Anarchie im Alltag der AnarchistInnen
Nochmal eine andere Sache ist die gelebte Anarchie, also einerseits die Praxis derer, die in unzähligen, oft kaum sichtbaren Alltagsexperimenten wie kleinen Betrieben, WGs oder Basisgruppen ein herrschaftsfreies Miteinander zu entwickeln und zu verwirklichen versuchen, andererseits Reden und Tun derer, die sich auch offiziell unter dem Label der Anarchie organisieren. Hier entwickeln sich Traditionen: Abläufe wiederholen sich, Strategien werden geschmiedet und formen so das Gesamtbild der Anarchie mit.

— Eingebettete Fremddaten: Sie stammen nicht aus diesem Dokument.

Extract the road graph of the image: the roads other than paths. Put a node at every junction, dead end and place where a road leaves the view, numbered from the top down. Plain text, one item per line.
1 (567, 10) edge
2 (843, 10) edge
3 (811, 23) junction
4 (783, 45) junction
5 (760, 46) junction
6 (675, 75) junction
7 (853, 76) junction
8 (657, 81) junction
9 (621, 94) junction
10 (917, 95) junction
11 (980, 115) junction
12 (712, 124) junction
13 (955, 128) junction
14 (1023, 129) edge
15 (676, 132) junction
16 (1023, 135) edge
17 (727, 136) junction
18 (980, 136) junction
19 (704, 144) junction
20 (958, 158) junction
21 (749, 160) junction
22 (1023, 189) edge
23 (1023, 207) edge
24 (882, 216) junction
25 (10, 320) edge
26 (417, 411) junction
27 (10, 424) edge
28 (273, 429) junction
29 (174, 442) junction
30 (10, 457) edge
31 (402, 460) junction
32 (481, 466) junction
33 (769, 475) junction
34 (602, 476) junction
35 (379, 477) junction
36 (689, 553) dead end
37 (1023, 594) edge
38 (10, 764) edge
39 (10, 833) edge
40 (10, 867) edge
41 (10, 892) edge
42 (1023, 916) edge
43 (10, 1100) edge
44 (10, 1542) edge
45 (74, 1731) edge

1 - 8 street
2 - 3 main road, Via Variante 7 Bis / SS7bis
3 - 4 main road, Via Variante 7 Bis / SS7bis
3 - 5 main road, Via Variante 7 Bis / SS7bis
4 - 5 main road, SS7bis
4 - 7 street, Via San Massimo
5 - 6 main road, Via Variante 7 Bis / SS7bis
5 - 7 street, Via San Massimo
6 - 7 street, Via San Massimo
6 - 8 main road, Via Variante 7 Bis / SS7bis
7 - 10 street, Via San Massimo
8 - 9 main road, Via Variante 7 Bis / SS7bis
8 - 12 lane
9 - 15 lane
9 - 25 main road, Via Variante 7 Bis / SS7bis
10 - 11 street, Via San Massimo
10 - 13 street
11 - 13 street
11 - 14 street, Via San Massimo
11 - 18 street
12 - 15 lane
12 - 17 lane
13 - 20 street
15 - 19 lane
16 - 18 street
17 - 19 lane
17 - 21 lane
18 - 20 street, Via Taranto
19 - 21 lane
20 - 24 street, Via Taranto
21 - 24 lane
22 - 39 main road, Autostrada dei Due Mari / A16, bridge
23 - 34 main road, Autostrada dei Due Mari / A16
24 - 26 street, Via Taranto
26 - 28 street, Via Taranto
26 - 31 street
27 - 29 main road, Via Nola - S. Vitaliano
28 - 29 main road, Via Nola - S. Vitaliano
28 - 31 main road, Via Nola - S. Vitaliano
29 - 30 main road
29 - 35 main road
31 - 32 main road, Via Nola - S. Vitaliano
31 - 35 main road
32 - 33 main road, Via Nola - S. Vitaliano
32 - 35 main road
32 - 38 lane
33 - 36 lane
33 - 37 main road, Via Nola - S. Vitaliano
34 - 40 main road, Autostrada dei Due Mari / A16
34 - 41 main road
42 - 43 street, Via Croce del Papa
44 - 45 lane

Umgekehrt formen die gesellschaftlichen Verhältnisse, insbesondere die prägenden Diskurse der Zeit, das Denken der AnarchistInnen. Anarchistische Subkulturen stehen Pate für verschiedene Richtungen kampfbetonterer oder harmonischer Entwürfe vermeintlich herrschaftsfreier Welten. Der Siegeszug esoterischer Fluchtpunkte für die sich in der Moderne auflösenden Lebenskoordinaten fand auch in Teilen anarchistischer Zusammenhänge statt - und erst recht gilt das für den Inbegriff des Guten schlechthin, der wie eine religiöse Heilslehre als Rettung der Welt verkündet, für den gebetet und gebombt wird: Die Demokratie. Eine Herrschaft des Volkes und Herrschaftsfreiheit gelten vielen nicht als unvereinbar, sondern als zusammen denkbar oder sogar als Dasselbe.

Insofern produzieren Theorie und Praxis der AnarchistInnen bereits eine Menge an Verwirrung, was eigentlich Anarchie sei. Aber das ist harmlos gegenüber dem, was dem Begriff so alles beigegeben wird von denen, die lieber nicht als AnarchistInnen gelten wollen.